(TH/P3-3) High-m Multiple Tearing Modes in Tokamaks: MHD Turbulence Generation, Interaction with the Internal Kink and Sheared Flows

S. Hamaguchi1), A. Bierwage2), S. Benkadda3), M. Wakatani2), Q. Yu4)
1) Osaka University, Suita, Osaka, Japan
2) Kyoto University, Uji, Kyoto, Japan
3) University of Provence, Marseille, France
4) Max-Planck Institute for Plasma Physics, Garching, Germany

Abstract.  Linear instability and nonlinear dynamics of multiple tearing modes (MTMs) are studied with a reduced magnetohydrodynamic (RMHD) model of a large-aspect-ratio tokamak plasma in the limit of zero pressure.
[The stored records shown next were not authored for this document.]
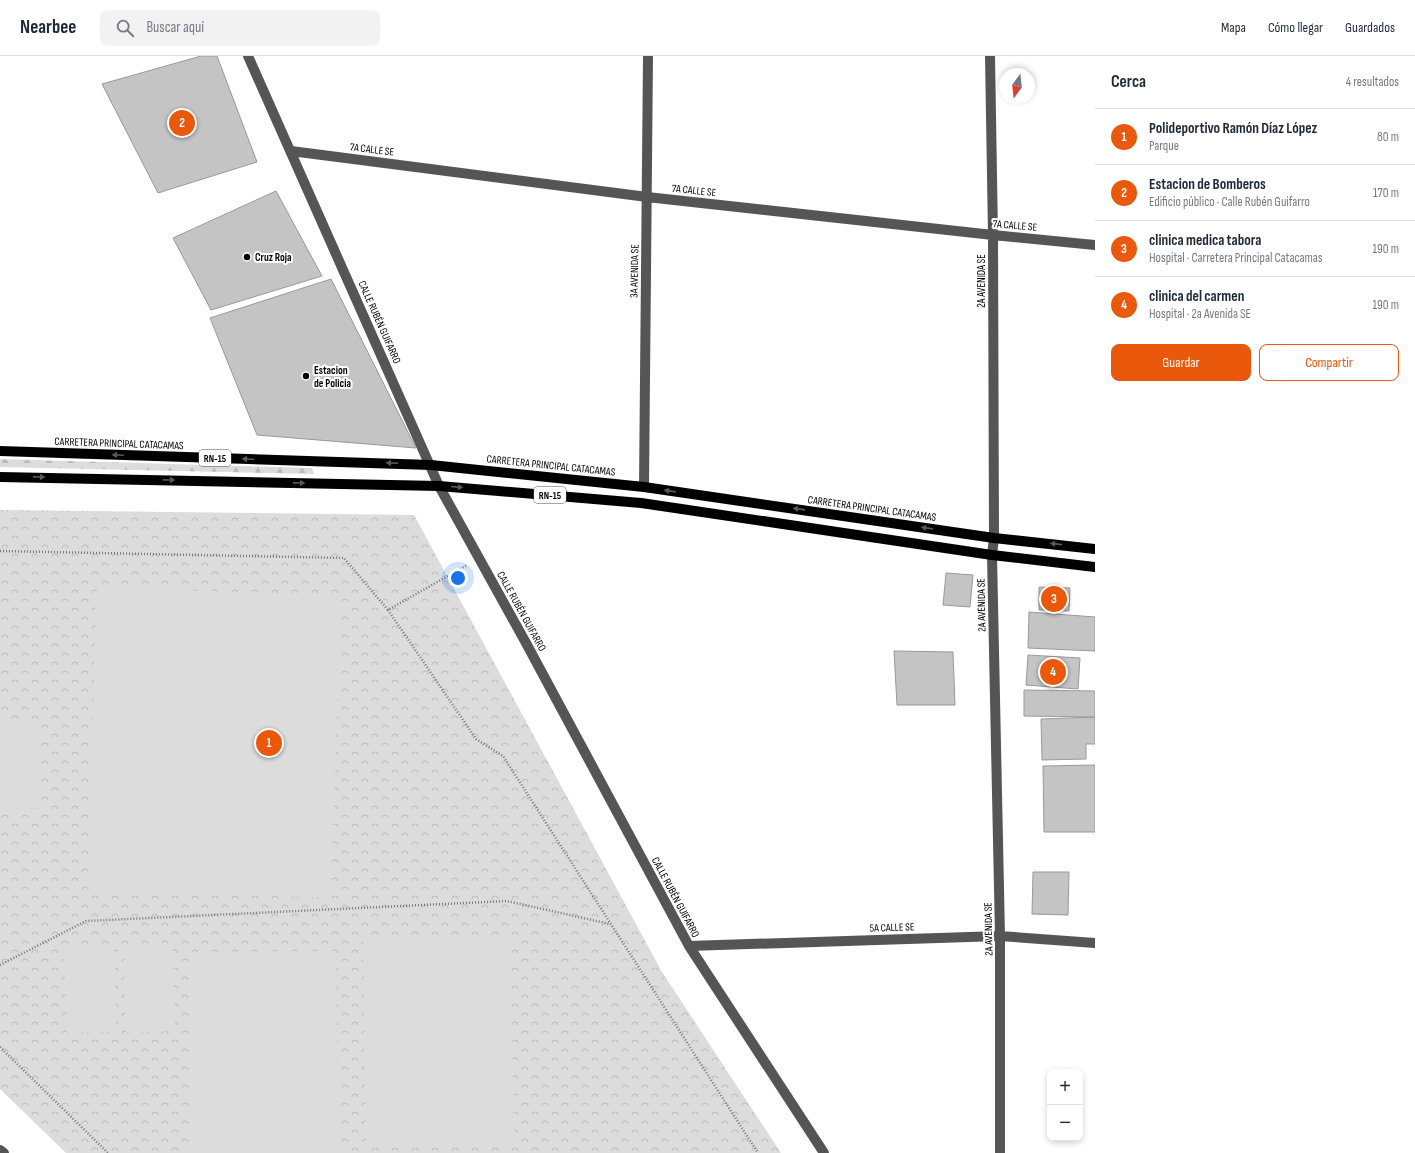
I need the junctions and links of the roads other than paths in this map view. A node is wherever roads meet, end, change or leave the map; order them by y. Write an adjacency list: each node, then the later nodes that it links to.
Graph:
1 (248, 56): 4 (street, CALLE RUBÉN GUIFARRO)
2 (648, 56): 5 (street, 3A AVENIDA SE)
3 (990, 56): 6 (street, 2A AVENIDA SE)
4 (290, 151): 5 (street, 7A CALLE SE); 9 (street, CALLE RUBÉN GUIFARRO)
5 (647, 198): 6 (street, 7A CALLE SE); 12 (street, 3A AVENIDA SE)
6 (993, 236): 7 (street, 7A CALLE SE); 13 (street, 2A AVENIDA SE)
7 (1095, 245)
8 (0, 451): 9 (main road, CARRETERA PRINCIPAL CATACAMAS / RN-15, one-way to 8)
9 (431, 465): 11 (street, CALLE RUBÉN GUIFARRO); 12 (main road, CARRETERA PRINCIPAL CATACAMAS / RN-15)
10 (0, 477): 11 (main road, RN-15, one-way to 11)
11 (439, 486): 15 (main road, RN-15, one-way to 15); 19 (street, CALLE RUBÉN GUIFARRO)
12 (644, 487): 13 (main road, CARRETERA PRINCIPAL CATACAMAS / RN-15, one-way to 12)
13 (994, 538): 14 (main road, CARRETERA PRINCIPAL CATACAMAS / RN-15, one-way to 13); 15 (street, 2A AVENIDA SE)
14 (1095, 549)
15 (992, 555): 16 (main road, RN-15); 17 (street, 2A AVENIDA SE)
16 (1095, 567)
17 (1000, 936): 18 (street, 5A CALLE SE); 19 (street, 5A CALLE SE); 23 (street, 2A AVENIDA SE)
18 (1095, 943)
19 (689, 946): 22 (street, CALLE RUBÉN GUIFARRO)
20 (0, 1150): 21 (street)
21 (4, 1153)
22 (824, 1153)
23 (1000, 1153)

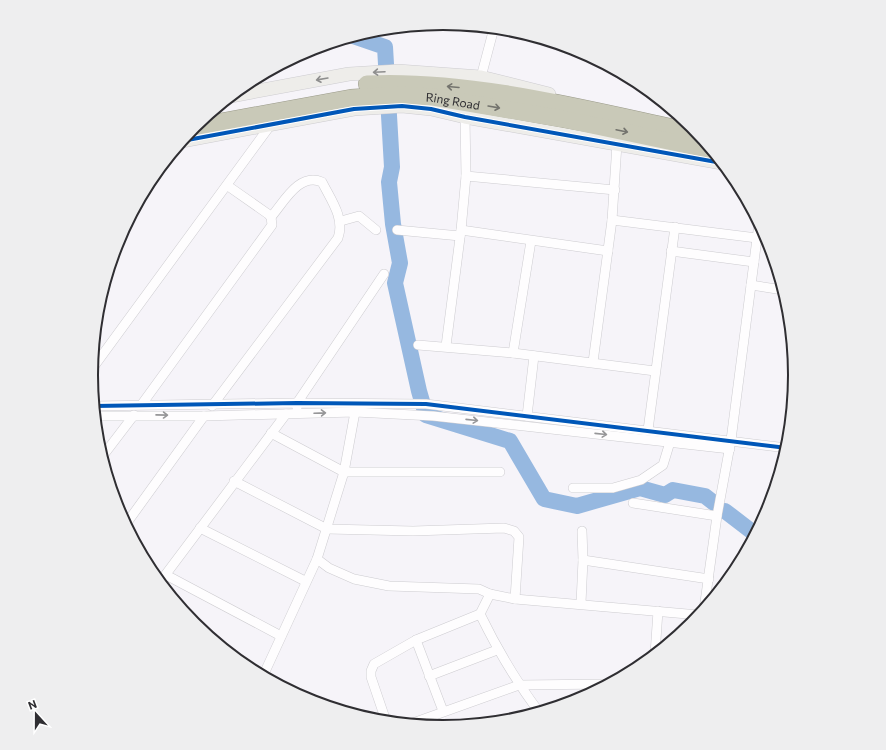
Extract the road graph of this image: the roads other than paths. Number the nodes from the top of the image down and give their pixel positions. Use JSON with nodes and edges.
{"nodes":[{"id":1,"x":492,"y":34,"type":"edge"},
{"id":2,"x":481,"y":78,"type":"junction"},
{"id":3,"x":400,"y":89,"type":"junction"},
{"id":4,"x":362,"y":90,"type":"junction"},
{"id":5,"x":241,"y":96,"type":"edge"},
{"id":6,"x":222,"y":110,"type":"edge"},
{"id":7,"x":465,"y":117,"type":"junction"},
{"id":8,"x":673,"y":119,"type":"edge"},
{"id":9,"x":272,"y":123,"type":"junction"},
{"id":10,"x":207,"y":124,"type":"edge"},
{"id":11,"x":687,"y":131,"type":"edge"},
{"id":12,"x":192,"y":139,"type":"edge"},
{"id":13,"x":618,"y":144,"type":"junction"},
{"id":14,"x":702,"y":148,"type":"edge"},
{"id":15,"x":714,"y":162,"type":"edge"},
{"id":16,"x":466,"y":176,"type":"junction"},
{"id":17,"x":228,"y":186,"type":"junction"},
{"id":18,"x":615,"y":190,"type":"junction"},
{"id":19,"x":271,"y":217,"type":"junction"},
{"id":20,"x":612,"y":220,"type":"junction"},
{"id":21,"x":341,"y":221,"type":"junction"},
{"id":22,"x":675,"y":227,"type":"junction"},
{"id":23,"x":376,"y":230,"type":"dead end"},
{"id":24,"x":397,"y":230,"type":"dead end"},
{"id":25,"x":756,"y":231,"type":"edge"},
{"id":26,"x":461,"y":233,"type":"junction"},
{"id":27,"x":758,"y":235,"type":"edge"},
{"id":28,"x":531,"y":241,"type":"junction"},
{"id":29,"x":608,"y":251,"type":"junction"},
{"id":30,"x":671,"y":251,"type":"junction"},
{"id":31,"x":754,"y":262,"type":"junction"},
{"id":32,"x":384,"y":274,"type":"dead end"},
{"id":33,"x":752,"y":285,"type":"junction"},
{"id":34,"x":777,"y":289,"type":"edge"},
{"id":35,"x":418,"y":345,"type":"dead end"},
{"id":36,"x":446,"y":346,"type":"junction"},
{"id":37,"x":514,"y":353,"type":"junction"},
{"id":38,"x":534,"y":356,"type":"junction"},
{"id":39,"x":99,"y":360,"type":"edge"},
{"id":40,"x":593,"y":362,"type":"junction"},
{"id":41,"x":655,"y":371,"type":"junction"},
{"id":42,"x":297,"y":403,"type":"junction"},
{"id":43,"x":142,"y":404,"type":"junction"},
{"id":44,"x":100,"y":406,"type":"edge"},
{"id":45,"x":212,"y":406,"type":"junction"},
{"id":46,"x":354,"y":412,"type":"junction"},
{"id":47,"x":297,"y":413,"type":"junction"},
{"id":48,"x":286,"y":414,"type":"junction"},
{"id":49,"x":134,"y":415,"type":"junction"},
{"id":50,"x":101,"y":416,"type":"edge"},
{"id":51,"x":204,"y":416,"type":"junction"},
{"id":52,"x":527,"y":416,"type":"junction"},
{"id":53,"x":648,"y":430,"type":"junction"},
{"id":54,"x":271,"y":433,"type":"junction"},
{"id":55,"x":670,"y":442,"type":"junction"},
{"id":56,"x":730,"y":444,"type":"junction"},
{"id":57,"x":780,"y":447,"type":"edge"},
{"id":58,"x":107,"y":451,"type":"edge"},
{"id":59,"x":344,"y":472,"type":"junction"},
{"id":60,"x":500,"y":472,"type":"dead end"},
{"id":61,"x":234,"y":481,"type":"junction"},
{"id":62,"x":573,"y":488,"type":"dead end"},
{"id":63,"x":633,"y":503,"type":"dead end"},
{"id":64,"x":717,"y":516,"type":"junction"},
{"id":65,"x":130,"y":519,"type":"edge"},
{"id":66,"x":200,"y":528,"type":"junction"},
{"id":67,"x":327,"y":529,"type":"junction"},
{"id":68,"x":582,"y":531,"type":"dead end"},
{"id":69,"x":317,"y":559,"type":"junction"},
{"id":70,"x":583,"y":560,"type":"junction"},
{"id":71,"x":164,"y":578,"type":"edge"},
{"id":72,"x":709,"y":579,"type":"junction"},
{"id":73,"x":166,"y":580,"type":"edge"},
{"id":74,"x":305,"y":581,"type":"junction"},
{"id":75,"x":490,"y":594,"type":"junction"},
{"id":76,"x":706,"y":598,"type":"edge"},
{"id":77,"x":515,"y":599,"type":"junction"},
{"id":78,"x":581,"y":603,"type":"junction"},
{"id":79,"x":658,"y":612,"type":"junction"},
{"id":80,"x":480,"y":614,"type":"junction"},
{"id":81,"x":691,"y":614,"type":"edge"},
{"id":82,"x":281,"y":636,"type":"junction"},
{"id":83,"x":416,"y":640,"type":"junction"},
{"id":84,"x":656,"y":647,"type":"edge"},
{"id":85,"x":497,"y":650,"type":"junction"},
{"id":86,"x":265,"y":671,"type":"edge"},
{"id":87,"x":429,"y":676,"type":"junction"},
{"id":88,"x":596,"y":684,"type":"edge"},
{"id":89,"x":519,"y":685,"type":"junction"},
{"id":90,"x":535,"y":707,"type":"edge"},
{"id":91,"x":443,"y":711,"type":"junction"},
{"id":92,"x":384,"y":714,"type":"edge"},
{"id":93,"x":422,"y":719,"type":"edge"}],
"edges":[{"from":1,"to":2,"type":"street"},
{"from":2,"to":3,"type":"street"},
{"from":2,"to":8,"type":"street"},
{"from":3,"to":4,"type":"highway","name":"Ring Road"},
{"from":3,"to":4,"type":"street"},
{"from":3,"to":7,"type":"street"},
{"from":11,"to":3,"type":"highway","name":"Ring Road","one_way":true},
{"from":3,"to":14,"type":"highway","name":"Ring Road","one_way":true},
{"from":4,"to":5,"type":"street","one_way":true},
{"from":4,"to":6,"type":"highway","name":"Ring Road"},
{"from":4,"to":9,"type":"street"},
{"from":4,"to":10,"type":"highway","name":"Ring Road"},
{"from":7,"to":13,"type":"street"},
{"from":7,"to":16,"type":"street"},
{"from":9,"to":12,"type":"street"},
{"from":9,"to":17,"type":"street"},
{"from":13,"to":15,"type":"street"},
{"from":13,"to":18,"type":"street"},
{"from":16,"to":18,"type":"street"},
{"from":16,"to":26,"type":"street"},
{"from":17,"to":19,"type":"street"},
{"from":17,"to":39,"type":"street"},
{"from":18,"to":20,"type":"street"},
{"from":19,"to":21,"type":"street"},
{"from":19,"to":43,"type":"street"},
{"from":20,"to":22,"type":"street"},
{"from":20,"to":29,"type":"street"},
{"from":21,"to":23,"type":"street"},
{"from":21,"to":45,"type":"street"},
{"from":22,"to":25,"type":"street"},
{"from":22,"to":30,"type":"street"},
{"from":24,"to":26,"type":"street"},
{"from":26,"to":28,"type":"street"},
{"from":26,"to":36,"type":"street"},
{"from":27,"to":31,"type":"street"},
{"from":28,"to":29,"type":"street"},
{"from":28,"to":37,"type":"street"},
{"from":29,"to":40,"type":"street"},
{"from":30,"to":31,"type":"street"},
{"from":30,"to":41,"type":"street"},
{"from":31,"to":33,"type":"street"},
{"from":32,"to":42,"type":"street"},
{"from":33,"to":34,"type":"street"},
{"from":33,"to":56,"type":"street"},
{"from":35,"to":36,"type":"street"},
{"from":36,"to":37,"type":"street"},
{"from":37,"to":38,"type":"street"},
{"from":38,"to":40,"type":"street"},
{"from":38,"to":52,"type":"street"},
{"from":40,"to":41,"type":"street"},
{"from":41,"to":53,"type":"street"},
{"from":42,"to":45,"type":"street"},
{"from":42,"to":47,"type":"street"},
{"from":42,"to":52,"type":"street"},
{"from":43,"to":44,"type":"street"},
{"from":43,"to":45,"type":"street"},
{"from":47,"to":46,"type":"street","one_way":true},
{"from":46,"to":55,"type":"street","one_way":true},
{"from":46,"to":59,"type":"street"},
{"from":47,"to":48,"type":"street"},
{"from":48,"to":51,"type":"street"},
{"from":48,"to":54,"type":"street"},
{"from":49,"to":50,"type":"street"},
{"from":49,"to":51,"type":"street","one_way":true},
{"from":49,"to":58,"type":"street"},
{"from":51,"to":65,"type":"street"},
{"from":52,"to":53,"type":"street"},
{"from":53,"to":56,"type":"street"},
{"from":54,"to":59,"type":"street"},
{"from":54,"to":61,"type":"street"},
{"from":55,"to":56,"type":"street"},
{"from":55,"to":62,"type":"street"},
{"from":56,"to":57,"type":"street"},
{"from":56,"to":64,"type":"street"},
{"from":59,"to":60,"type":"street"},
{"from":59,"to":67,"type":"street"},
{"from":61,"to":66,"type":"street"},
{"from":61,"to":67,"type":"street"},
{"from":63,"to":64,"type":"street"},
{"from":64,"to":72,"type":"street"},
{"from":66,"to":71,"type":"street"},
{"from":66,"to":74,"type":"street"},
{"from":67,"to":69,"type":"street"},
{"from":67,"to":77,"type":"street"},
{"from":68,"to":70,"type":"street"},
{"from":69,"to":74,"type":"street"},
{"from":69,"to":75,"type":"street"},
{"from":70,"to":72,"type":"street"},
{"from":70,"to":78,"type":"street"},
{"from":72,"to":76,"type":"street"},
{"from":73,"to":82,"type":"street"},
{"from":74,"to":82,"type":"street"},
{"from":75,"to":77,"type":"street"},
{"from":75,"to":80,"type":"street"},
{"from":77,"to":78,"type":"street"},
{"from":78,"to":79,"type":"street"},
{"from":79,"to":81,"type":"street"},
{"from":79,"to":84,"type":"street"},
{"from":80,"to":83,"type":"street"},
{"from":80,"to":85,"type":"street"},
{"from":82,"to":86,"type":"street"},
{"from":83,"to":87,"type":"street"},
{"from":83,"to":92,"type":"street"},
{"from":85,"to":87,"type":"street"},
{"from":85,"to":89,"type":"street"},
{"from":87,"to":91,"type":"street"},
{"from":88,"to":89,"type":"street"},
{"from":89,"to":90,"type":"street"},
{"from":89,"to":91,"type":"street"},
{"from":91,"to":93,"type":"street"}]}
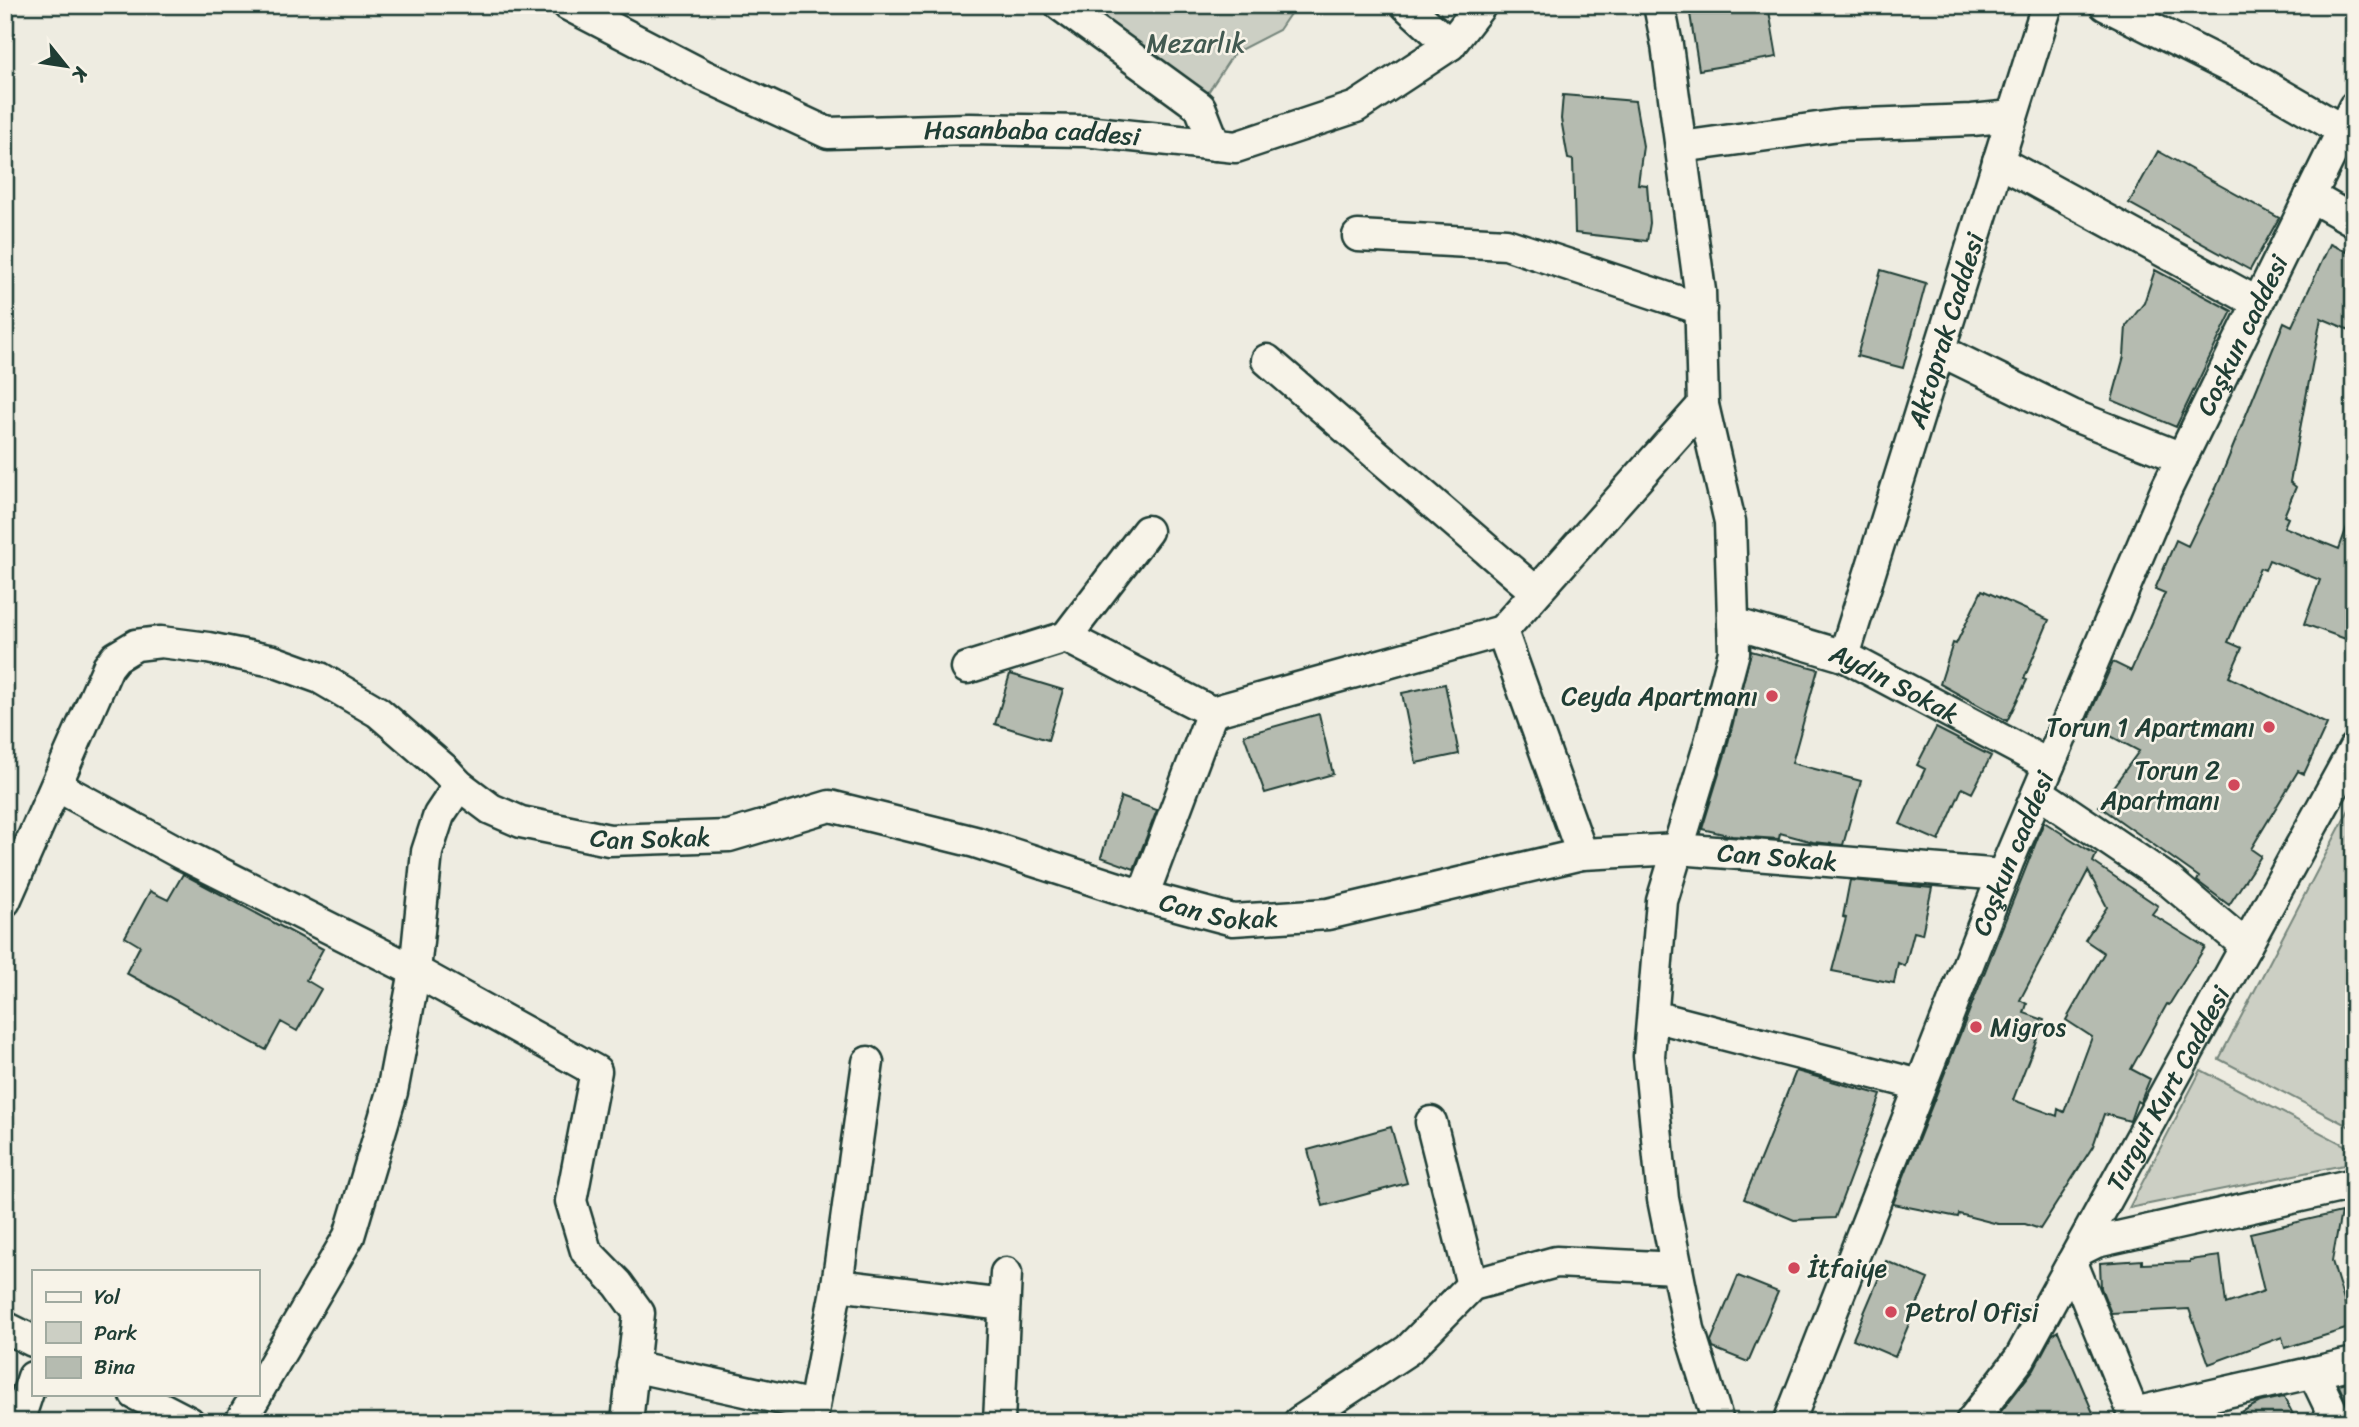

When low-order rational surfaces (such as those for q = 1 or 2 with q being the safety factor) are in close proximity, tearing modes on the rational surfaces are strongly coupled and exhibit a broad spectrum of positive growth rates with dominant mode numbers around mPeak∼10. It is shown that collisionless double tearing modes (DTMs) due to electron inertia also have similar linear stability characteristics. Nonlinear dynamics associated with fast growing high-m MTMs can affect the evolution of low-m modes. For example, resistive q = 1 triple tearing modes (TTMs) generate MHD turbulence in a disrupted annular ring and the turbulence can impede the growth of an internal kink mode at a finite amplitude. Possible interactions between MTMs and sheared zonal flow are also discussed.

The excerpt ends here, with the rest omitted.